“Tujuan dibuat video dan menyebarkan itu apa, kita gak tahu pasti. Begitupun dengan pihak Aneu yang tidak atau belum melakukan langkah hukum apa kedepannya, menjadi pertanyaan kepada semua kalangan masyarakat,” katanya.
Pengacara yang akrab disapa Kang Apdar juga menegaskan, kalau terbukti terjadi gratifikasi, maka pemberi dan penerimanya tentu akan mendapat sangsi hukum yang tegas. Maksimalnya kedua belah pihak bisa sama-sama di penjara.

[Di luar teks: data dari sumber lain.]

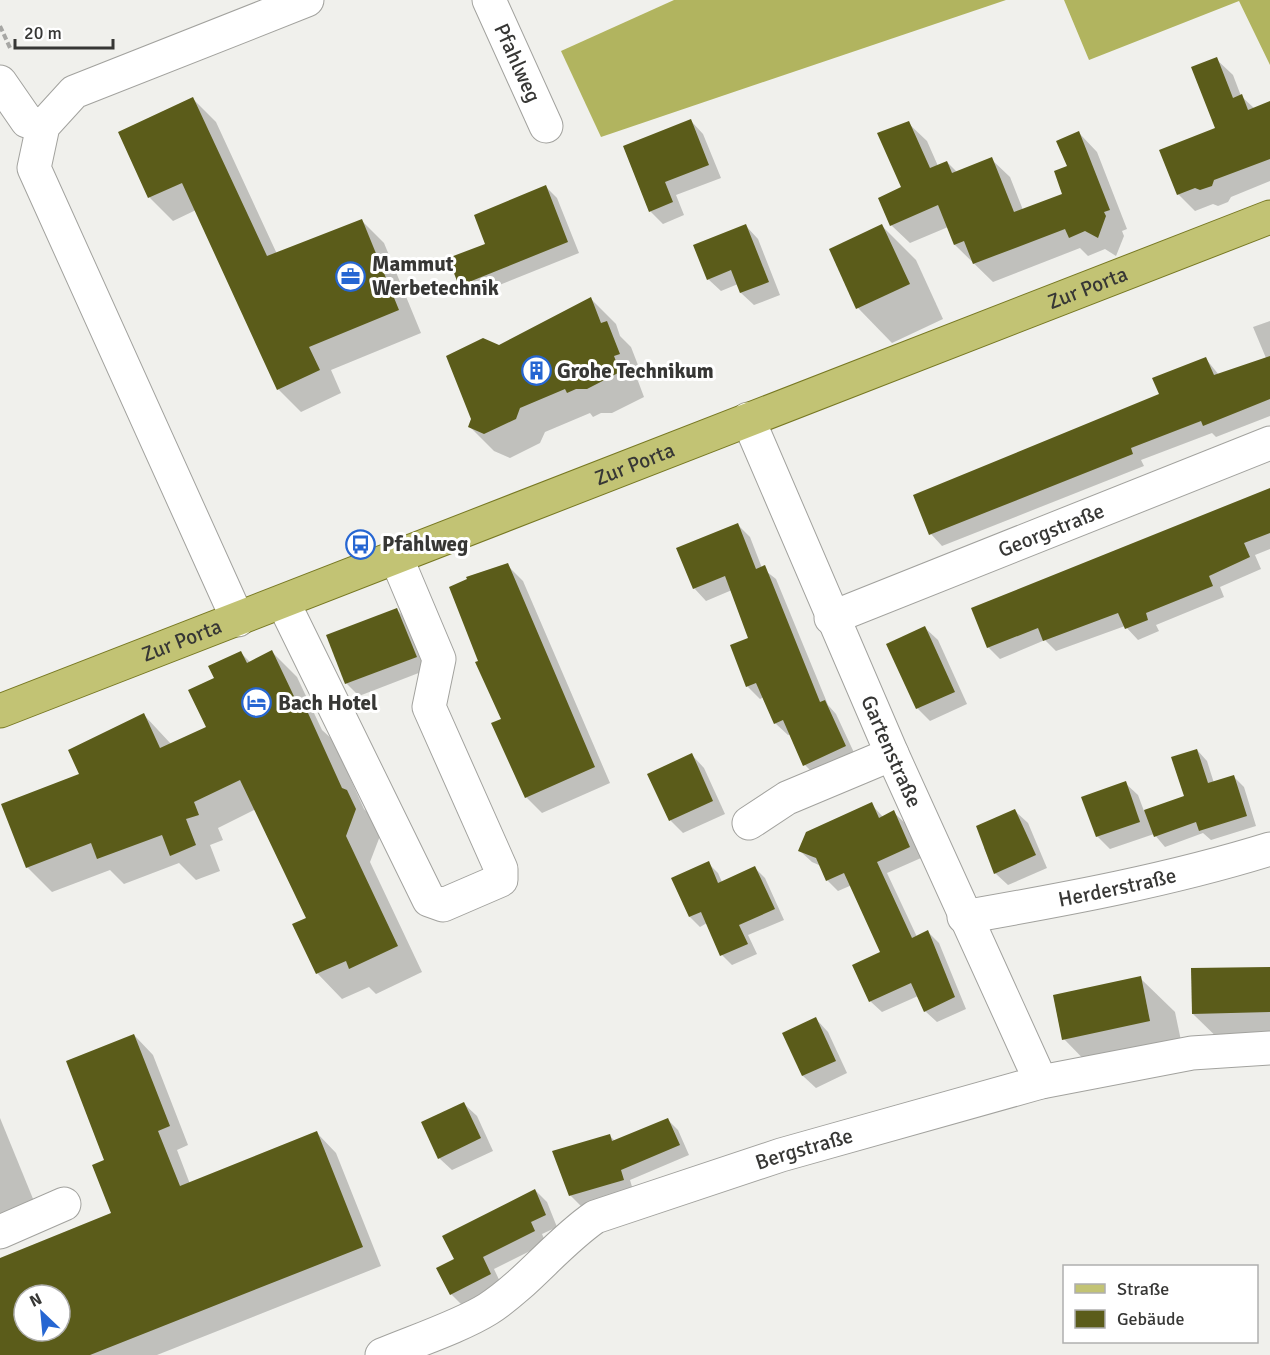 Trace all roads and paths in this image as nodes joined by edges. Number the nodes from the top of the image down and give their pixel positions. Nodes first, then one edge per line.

“Pelaku dan penerima gratifikasi, sesuai dengan Pasal 12B ayat (2) UU no. 31/1999 tentang UU Tindak Pidana Korupsi, jo UU No. 20/2001 bisa mendapat sangsi pidana penjara seumur hidup atau penjara paling singkat 4 tahun dan paling lama 20 tahun dan pidana denda paling sedikit Rp 200 juta dan paling banyak Rp 1 miliar,” ujarnya.
Namun demikian, lain halnya ketika penerima gratifikasi melaporkan upaya gratifikasi kepada Komisi Pemberantasan Korupsi (KPK). “Pasal 12C ayat (1) UU No.31/1999 jo UU No. 20/2001, berbunyi sebagaimana dimaksud dalam Pasal 12B Ayat (1) tidak berlaku, jika penerima melaporkan gratifikasi yang diterimanya kepada KPK,” terangnya.

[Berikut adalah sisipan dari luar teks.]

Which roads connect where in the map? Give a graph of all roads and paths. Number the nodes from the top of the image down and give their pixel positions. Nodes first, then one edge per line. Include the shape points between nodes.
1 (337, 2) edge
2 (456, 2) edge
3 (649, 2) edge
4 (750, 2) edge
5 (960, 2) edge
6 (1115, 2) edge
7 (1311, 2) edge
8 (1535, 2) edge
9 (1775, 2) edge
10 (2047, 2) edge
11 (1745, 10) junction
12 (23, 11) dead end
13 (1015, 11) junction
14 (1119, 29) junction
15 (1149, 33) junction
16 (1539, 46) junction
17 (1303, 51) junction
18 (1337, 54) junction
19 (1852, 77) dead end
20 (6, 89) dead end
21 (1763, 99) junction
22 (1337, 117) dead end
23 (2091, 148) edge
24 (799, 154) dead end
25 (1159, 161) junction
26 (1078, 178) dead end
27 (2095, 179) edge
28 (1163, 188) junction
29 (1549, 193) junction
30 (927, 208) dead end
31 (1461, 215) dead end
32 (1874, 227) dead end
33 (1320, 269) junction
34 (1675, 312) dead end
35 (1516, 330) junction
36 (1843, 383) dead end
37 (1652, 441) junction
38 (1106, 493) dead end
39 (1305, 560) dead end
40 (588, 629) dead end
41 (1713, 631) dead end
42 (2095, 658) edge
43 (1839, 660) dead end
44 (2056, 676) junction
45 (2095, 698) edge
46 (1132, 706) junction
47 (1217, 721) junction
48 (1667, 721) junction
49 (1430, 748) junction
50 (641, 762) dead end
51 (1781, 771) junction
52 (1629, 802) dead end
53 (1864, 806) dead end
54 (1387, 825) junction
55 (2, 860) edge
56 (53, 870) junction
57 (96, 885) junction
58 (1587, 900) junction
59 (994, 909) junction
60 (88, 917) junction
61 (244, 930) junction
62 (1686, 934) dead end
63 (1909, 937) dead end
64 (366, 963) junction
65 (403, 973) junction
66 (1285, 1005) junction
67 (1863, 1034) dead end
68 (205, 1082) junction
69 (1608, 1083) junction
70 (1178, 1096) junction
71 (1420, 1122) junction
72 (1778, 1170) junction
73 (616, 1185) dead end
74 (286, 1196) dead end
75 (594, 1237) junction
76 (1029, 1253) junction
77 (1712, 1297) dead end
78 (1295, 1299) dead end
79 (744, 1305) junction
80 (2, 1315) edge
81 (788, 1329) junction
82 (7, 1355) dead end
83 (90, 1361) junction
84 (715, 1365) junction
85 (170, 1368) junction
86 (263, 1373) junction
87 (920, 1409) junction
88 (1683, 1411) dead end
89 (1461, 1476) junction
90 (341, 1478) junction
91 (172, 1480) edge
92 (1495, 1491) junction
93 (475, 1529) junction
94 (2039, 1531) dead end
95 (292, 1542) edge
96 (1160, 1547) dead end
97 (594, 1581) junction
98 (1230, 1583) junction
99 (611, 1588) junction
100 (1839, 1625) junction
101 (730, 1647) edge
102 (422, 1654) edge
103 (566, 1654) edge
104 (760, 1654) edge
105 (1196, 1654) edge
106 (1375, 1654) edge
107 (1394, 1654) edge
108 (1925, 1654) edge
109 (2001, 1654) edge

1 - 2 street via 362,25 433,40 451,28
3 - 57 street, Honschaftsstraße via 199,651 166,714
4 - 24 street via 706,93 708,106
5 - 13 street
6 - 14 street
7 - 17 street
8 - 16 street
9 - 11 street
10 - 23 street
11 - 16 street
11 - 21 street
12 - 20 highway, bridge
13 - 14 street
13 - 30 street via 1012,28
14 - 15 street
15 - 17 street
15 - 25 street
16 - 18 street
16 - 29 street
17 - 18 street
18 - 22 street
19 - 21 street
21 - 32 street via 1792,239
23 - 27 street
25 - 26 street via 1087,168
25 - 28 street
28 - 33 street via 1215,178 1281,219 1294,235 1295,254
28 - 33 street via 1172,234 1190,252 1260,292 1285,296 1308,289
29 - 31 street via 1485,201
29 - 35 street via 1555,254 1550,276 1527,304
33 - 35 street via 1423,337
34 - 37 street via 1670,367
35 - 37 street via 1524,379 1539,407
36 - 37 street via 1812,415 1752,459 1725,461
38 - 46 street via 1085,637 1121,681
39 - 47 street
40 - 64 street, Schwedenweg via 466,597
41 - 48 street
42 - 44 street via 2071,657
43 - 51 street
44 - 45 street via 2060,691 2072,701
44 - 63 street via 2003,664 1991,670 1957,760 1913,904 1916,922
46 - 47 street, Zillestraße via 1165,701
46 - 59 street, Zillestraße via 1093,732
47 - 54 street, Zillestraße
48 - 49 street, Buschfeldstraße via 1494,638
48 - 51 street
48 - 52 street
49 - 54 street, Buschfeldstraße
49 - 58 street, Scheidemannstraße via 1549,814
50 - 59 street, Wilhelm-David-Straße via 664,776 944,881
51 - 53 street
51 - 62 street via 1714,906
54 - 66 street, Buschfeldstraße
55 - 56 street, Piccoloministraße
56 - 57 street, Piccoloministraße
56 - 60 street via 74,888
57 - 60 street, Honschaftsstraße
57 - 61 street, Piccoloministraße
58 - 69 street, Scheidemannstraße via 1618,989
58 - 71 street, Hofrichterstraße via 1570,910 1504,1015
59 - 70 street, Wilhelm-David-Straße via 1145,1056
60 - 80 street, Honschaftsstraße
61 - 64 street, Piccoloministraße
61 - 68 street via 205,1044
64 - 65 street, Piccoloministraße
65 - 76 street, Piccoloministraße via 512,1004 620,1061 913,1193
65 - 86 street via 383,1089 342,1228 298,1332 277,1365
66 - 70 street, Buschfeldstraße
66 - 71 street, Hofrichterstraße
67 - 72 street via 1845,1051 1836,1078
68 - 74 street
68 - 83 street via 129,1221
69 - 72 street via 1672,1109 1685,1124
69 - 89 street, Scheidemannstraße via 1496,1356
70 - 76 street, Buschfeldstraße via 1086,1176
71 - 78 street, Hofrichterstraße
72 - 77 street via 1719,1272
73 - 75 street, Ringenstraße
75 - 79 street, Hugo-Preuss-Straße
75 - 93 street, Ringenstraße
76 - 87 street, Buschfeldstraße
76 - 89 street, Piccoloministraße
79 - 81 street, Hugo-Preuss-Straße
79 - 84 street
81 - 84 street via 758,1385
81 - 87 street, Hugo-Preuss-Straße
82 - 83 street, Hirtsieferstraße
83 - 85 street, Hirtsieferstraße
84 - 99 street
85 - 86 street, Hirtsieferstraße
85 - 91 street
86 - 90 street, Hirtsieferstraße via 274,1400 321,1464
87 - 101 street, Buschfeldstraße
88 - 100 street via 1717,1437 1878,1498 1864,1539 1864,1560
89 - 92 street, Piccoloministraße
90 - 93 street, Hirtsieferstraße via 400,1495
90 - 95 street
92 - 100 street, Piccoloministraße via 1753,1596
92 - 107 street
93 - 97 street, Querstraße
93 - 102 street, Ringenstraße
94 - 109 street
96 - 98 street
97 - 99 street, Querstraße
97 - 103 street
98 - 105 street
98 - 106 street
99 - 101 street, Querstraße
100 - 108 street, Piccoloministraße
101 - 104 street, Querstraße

Pada konteks isu salah satu anggota Komisioner KPU Jabar, Aneu Nursifah merupakan pejabat di lembaga penyelenggara negara, sesuai dengan Undang-Undang No. 31 Tahun 1999 sebagaimana telah diubah dengan No. 20 tahun 2001 meliputi pegawai pada Komisi atau Badan yang dibentuk berdasarkan UU, Keppres maupun PP, maka Aneu wajib melaporkan upaya gratifikasi ke KPK.
“Kalau tidak melaporkan dan bahkan malah menerima gratifikasi itu, maka Aneu bisa dipenjara. Tapi jika Aneu membuat laporan ke KPK, maka Aneu bisa dibebaskan dari tuduhan. Untuk itu, pengadilan lah yang bisa membuka tabir tersebut,” tegasnya. (asep ahmad)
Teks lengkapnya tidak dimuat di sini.